California-based Todd Hido may have grown up in Silver Meadows, but this exhibition isn’t quite that place.
"It’s not really about Silver Meadows. That’s just a jumping off point. It’s like with any kind of fictitious piece of history or story, parts of it are true and there are definitely parts of it that are completely fabricated.”
The gallery owners, Fred and Laura Bidwell, weren’t interested in the show because it references an Ohio neighborhood; they just liked Hido’s work. And the photographer appreciated their confidence in him to create the exhibition.
“Just having -- not only funding – but just the emotional backing, or the belief that 'Hey, this guy’s gonna make something great,’ it just makes you want to get it done. And all artists need a deadline. A lot of art gets done that way -- or finished that way.”
Night photos, a noir look
Hido came up with photographs that appear to be scenes from a movie or a pulp fiction novel. There are works that remind you of Weegee, Cindy Sherman and Akron's Penny Rakoff. A few are found photos -- like his own yearbook picture, one of a car accident and a college photo of his father in his football uniform. Many are eerie photos of homes, photos he takes at night.
“Part of it is the quality of mystery I’m interested in. And then there's also the part that it’s time I can think and focus. My phone is not ringing and I can go out and take pictures."
Do people call the police on him?
“It’s happened before.”
But Hido doesn’t shoot through windows. You don’t see who lives in the houses and that lends to the mystery. He often photographs houses through a car windshield, through rain drops or melting snow, an effect that blurs the scene.
“It immediately conjures up memory. It’s not a picture of the place it’s a memory of the place.”
A view from outside
It also gives the photos a voyeuristic feel. As gallery owner Fred Bidwell says, “This is a drive-by.This is not someone who lives here.” Bidwell also notes that the photographs should be viewed in order, not just randomly.

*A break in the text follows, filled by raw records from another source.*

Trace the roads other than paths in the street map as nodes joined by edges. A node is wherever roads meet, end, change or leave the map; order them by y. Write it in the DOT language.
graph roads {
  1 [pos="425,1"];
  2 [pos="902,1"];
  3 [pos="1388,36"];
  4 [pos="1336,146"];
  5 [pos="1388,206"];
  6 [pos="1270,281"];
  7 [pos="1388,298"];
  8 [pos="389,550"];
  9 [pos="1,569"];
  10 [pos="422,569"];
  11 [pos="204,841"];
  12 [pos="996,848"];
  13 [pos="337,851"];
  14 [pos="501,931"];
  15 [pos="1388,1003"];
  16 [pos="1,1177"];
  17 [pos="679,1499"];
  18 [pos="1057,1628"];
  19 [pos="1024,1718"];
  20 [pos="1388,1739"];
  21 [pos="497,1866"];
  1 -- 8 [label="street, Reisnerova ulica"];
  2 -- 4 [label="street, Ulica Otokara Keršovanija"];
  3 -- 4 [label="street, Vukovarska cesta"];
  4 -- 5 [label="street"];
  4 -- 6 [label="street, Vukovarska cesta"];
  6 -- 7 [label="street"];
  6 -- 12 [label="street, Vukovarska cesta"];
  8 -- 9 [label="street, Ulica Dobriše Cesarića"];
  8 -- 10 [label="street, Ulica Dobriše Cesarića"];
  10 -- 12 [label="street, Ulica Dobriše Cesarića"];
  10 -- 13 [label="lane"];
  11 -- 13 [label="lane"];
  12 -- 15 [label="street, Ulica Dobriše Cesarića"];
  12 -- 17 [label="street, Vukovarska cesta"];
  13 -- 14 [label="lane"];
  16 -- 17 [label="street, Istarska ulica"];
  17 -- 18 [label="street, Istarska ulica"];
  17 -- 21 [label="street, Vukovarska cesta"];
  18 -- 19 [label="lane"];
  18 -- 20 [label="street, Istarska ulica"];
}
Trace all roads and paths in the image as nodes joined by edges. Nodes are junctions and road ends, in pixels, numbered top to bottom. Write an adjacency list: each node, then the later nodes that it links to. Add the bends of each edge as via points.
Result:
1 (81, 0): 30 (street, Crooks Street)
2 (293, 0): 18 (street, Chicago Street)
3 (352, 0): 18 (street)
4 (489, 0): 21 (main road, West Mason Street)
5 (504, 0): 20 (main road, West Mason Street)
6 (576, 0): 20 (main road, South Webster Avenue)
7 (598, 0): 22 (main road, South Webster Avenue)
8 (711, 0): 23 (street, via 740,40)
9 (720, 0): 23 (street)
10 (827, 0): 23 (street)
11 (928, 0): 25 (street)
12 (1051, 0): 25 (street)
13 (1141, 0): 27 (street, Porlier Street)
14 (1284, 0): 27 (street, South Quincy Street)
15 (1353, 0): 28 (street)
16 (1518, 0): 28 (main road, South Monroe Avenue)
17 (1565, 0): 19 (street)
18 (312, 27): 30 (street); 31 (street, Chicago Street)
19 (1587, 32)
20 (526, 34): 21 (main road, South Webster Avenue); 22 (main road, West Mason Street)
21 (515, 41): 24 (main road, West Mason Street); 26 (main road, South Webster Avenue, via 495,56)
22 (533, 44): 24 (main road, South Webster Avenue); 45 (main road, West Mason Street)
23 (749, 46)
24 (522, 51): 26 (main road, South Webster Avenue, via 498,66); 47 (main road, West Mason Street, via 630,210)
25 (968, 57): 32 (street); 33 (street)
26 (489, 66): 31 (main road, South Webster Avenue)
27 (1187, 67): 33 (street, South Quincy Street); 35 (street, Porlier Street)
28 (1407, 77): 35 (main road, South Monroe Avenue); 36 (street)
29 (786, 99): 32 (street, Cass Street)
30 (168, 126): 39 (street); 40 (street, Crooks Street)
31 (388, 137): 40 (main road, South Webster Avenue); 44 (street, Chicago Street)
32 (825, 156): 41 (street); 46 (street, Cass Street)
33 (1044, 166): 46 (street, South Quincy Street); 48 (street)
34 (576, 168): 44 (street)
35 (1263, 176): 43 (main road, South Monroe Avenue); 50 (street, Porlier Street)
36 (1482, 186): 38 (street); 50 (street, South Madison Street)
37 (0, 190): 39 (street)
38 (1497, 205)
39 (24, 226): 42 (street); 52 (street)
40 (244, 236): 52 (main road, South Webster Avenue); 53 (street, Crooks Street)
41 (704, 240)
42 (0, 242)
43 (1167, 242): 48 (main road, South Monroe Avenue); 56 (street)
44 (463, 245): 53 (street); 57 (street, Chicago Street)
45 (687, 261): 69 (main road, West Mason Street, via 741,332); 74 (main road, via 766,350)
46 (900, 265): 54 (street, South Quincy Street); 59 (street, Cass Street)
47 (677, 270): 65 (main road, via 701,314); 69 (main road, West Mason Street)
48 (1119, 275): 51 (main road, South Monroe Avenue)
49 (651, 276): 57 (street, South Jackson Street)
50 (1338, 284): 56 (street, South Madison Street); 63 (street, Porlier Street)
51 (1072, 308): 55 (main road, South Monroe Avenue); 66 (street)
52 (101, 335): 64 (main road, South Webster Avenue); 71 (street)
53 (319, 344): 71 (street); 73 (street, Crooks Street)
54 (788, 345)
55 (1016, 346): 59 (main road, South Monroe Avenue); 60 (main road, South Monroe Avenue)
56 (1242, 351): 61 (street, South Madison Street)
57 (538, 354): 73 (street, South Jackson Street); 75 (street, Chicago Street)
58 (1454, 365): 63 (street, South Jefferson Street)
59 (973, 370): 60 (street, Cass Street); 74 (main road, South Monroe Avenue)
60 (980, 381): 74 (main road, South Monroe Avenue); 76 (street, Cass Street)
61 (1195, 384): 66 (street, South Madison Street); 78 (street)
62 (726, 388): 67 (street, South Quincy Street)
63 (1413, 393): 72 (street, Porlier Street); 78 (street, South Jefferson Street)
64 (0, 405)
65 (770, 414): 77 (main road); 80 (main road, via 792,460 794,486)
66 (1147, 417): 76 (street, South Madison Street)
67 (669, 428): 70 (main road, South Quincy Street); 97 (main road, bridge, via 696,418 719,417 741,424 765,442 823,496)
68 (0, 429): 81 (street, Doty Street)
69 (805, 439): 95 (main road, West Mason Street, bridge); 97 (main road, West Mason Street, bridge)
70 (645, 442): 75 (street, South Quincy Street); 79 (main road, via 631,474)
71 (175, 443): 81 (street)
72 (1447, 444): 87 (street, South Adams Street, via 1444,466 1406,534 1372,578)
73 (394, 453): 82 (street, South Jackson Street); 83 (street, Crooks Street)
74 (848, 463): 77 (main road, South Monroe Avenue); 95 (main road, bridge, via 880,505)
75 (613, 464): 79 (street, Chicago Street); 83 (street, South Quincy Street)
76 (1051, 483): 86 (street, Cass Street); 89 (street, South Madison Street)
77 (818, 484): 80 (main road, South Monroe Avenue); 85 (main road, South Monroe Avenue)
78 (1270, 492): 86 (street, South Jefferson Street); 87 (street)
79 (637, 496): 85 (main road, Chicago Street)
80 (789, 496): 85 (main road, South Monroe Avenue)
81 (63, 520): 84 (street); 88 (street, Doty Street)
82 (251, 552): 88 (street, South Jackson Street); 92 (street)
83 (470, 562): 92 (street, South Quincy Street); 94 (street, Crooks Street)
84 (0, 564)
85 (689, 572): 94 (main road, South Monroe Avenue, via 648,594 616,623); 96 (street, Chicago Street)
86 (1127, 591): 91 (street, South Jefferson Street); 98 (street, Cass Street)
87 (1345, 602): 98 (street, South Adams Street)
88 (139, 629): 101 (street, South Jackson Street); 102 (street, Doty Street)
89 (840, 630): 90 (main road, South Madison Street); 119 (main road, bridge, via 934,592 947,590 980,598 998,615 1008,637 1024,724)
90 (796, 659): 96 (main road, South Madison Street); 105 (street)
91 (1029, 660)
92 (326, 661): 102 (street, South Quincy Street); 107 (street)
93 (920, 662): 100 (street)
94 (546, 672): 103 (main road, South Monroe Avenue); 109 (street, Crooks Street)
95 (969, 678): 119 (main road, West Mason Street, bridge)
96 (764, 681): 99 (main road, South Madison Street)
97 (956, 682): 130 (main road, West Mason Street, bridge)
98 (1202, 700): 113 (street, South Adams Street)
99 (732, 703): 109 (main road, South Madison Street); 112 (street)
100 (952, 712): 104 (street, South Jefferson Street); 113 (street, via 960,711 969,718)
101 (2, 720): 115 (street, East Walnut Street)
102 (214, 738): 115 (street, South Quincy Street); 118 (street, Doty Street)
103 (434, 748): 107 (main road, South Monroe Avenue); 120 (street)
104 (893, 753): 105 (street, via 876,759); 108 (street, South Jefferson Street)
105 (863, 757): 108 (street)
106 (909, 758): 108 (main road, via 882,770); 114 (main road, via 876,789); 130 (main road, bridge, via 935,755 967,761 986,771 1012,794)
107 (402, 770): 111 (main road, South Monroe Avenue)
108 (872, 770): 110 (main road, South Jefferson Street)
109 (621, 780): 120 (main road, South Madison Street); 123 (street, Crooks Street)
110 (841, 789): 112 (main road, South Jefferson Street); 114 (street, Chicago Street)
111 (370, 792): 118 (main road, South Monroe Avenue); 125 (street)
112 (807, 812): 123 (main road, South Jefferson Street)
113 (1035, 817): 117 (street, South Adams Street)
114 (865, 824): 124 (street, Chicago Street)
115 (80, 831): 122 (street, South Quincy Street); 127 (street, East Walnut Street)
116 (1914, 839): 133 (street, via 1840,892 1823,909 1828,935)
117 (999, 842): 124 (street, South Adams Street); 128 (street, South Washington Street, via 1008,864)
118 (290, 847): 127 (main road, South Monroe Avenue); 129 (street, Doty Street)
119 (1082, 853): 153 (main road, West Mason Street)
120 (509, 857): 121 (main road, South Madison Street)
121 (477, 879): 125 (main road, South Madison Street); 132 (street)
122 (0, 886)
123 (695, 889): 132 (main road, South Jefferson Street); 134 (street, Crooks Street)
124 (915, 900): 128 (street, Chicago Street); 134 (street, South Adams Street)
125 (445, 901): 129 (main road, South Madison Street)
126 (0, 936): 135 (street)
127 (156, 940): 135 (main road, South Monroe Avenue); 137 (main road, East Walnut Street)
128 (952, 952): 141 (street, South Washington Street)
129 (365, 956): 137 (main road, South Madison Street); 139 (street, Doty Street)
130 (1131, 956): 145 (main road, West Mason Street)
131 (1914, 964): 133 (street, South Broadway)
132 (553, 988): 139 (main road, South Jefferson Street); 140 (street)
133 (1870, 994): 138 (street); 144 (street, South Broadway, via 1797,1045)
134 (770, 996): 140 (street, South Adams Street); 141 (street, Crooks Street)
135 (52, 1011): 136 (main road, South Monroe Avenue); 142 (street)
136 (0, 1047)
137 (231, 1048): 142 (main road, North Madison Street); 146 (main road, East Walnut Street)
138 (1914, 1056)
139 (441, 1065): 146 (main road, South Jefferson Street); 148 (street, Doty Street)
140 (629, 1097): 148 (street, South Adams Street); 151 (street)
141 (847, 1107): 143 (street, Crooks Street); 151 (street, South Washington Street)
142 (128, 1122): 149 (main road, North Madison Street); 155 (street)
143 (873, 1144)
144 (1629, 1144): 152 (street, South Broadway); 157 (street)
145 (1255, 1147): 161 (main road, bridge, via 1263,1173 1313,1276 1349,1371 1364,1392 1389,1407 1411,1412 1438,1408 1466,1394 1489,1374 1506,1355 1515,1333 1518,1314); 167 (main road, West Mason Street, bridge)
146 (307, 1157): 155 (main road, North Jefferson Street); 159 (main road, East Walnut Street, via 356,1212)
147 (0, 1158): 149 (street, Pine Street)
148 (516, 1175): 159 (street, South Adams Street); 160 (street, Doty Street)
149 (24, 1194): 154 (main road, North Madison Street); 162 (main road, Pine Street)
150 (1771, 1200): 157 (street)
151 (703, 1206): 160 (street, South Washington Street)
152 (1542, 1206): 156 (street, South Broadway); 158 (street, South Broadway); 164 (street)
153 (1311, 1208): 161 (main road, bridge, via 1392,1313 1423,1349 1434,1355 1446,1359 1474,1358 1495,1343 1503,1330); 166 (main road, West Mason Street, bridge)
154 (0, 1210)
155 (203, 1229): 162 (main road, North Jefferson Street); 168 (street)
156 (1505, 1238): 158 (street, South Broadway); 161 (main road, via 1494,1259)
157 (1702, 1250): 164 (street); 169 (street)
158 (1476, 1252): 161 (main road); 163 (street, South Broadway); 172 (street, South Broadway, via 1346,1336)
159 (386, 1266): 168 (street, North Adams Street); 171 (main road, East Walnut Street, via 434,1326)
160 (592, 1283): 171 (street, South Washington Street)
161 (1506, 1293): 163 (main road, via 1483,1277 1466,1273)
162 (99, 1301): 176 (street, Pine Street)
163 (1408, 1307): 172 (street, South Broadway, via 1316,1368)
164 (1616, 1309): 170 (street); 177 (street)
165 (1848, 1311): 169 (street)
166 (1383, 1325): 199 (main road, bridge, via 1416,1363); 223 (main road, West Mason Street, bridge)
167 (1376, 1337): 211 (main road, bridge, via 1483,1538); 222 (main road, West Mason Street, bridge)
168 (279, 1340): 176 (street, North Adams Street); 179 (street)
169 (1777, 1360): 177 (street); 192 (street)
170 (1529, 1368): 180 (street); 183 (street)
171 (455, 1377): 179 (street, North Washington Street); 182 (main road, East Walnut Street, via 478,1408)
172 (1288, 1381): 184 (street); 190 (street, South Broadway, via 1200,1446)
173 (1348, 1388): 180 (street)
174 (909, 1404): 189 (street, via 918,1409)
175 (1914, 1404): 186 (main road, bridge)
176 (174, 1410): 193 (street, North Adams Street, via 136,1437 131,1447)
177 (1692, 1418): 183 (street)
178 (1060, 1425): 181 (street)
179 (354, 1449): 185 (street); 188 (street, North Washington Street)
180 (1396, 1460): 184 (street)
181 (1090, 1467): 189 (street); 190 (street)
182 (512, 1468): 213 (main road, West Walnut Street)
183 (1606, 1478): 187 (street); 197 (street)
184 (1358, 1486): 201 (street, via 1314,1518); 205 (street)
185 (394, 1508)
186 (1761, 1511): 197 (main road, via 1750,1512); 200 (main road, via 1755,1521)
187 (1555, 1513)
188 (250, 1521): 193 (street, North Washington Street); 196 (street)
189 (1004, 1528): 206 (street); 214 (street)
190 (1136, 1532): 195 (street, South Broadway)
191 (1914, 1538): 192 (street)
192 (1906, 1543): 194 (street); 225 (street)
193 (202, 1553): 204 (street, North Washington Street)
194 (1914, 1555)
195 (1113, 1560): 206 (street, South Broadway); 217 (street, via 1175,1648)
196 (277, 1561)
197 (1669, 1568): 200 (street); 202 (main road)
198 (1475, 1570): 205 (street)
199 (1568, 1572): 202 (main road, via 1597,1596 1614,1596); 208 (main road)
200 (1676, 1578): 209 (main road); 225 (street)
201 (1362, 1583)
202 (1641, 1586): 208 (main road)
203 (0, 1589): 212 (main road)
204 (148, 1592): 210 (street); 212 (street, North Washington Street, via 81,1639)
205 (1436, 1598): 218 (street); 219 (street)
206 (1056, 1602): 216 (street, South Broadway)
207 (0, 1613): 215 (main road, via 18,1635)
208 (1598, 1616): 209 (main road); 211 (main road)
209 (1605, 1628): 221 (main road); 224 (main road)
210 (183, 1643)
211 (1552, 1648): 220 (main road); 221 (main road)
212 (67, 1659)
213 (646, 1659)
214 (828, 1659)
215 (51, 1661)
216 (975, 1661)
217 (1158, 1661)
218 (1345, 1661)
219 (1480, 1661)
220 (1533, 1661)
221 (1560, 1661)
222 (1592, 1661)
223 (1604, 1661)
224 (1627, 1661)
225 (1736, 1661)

Many of the works look like they were taken in the 1950’s or as he says “a prehistory of someone else’s past.”
Hido will often photograph the same scene with three different cameras to find the right look. Sometimes, he even uses the cheap little Kodak Instamatic camera that the photo website Instagram tries to imitate.
“It’s kind of like flipping the bird to Instagram. This is no filter; this is the real thing."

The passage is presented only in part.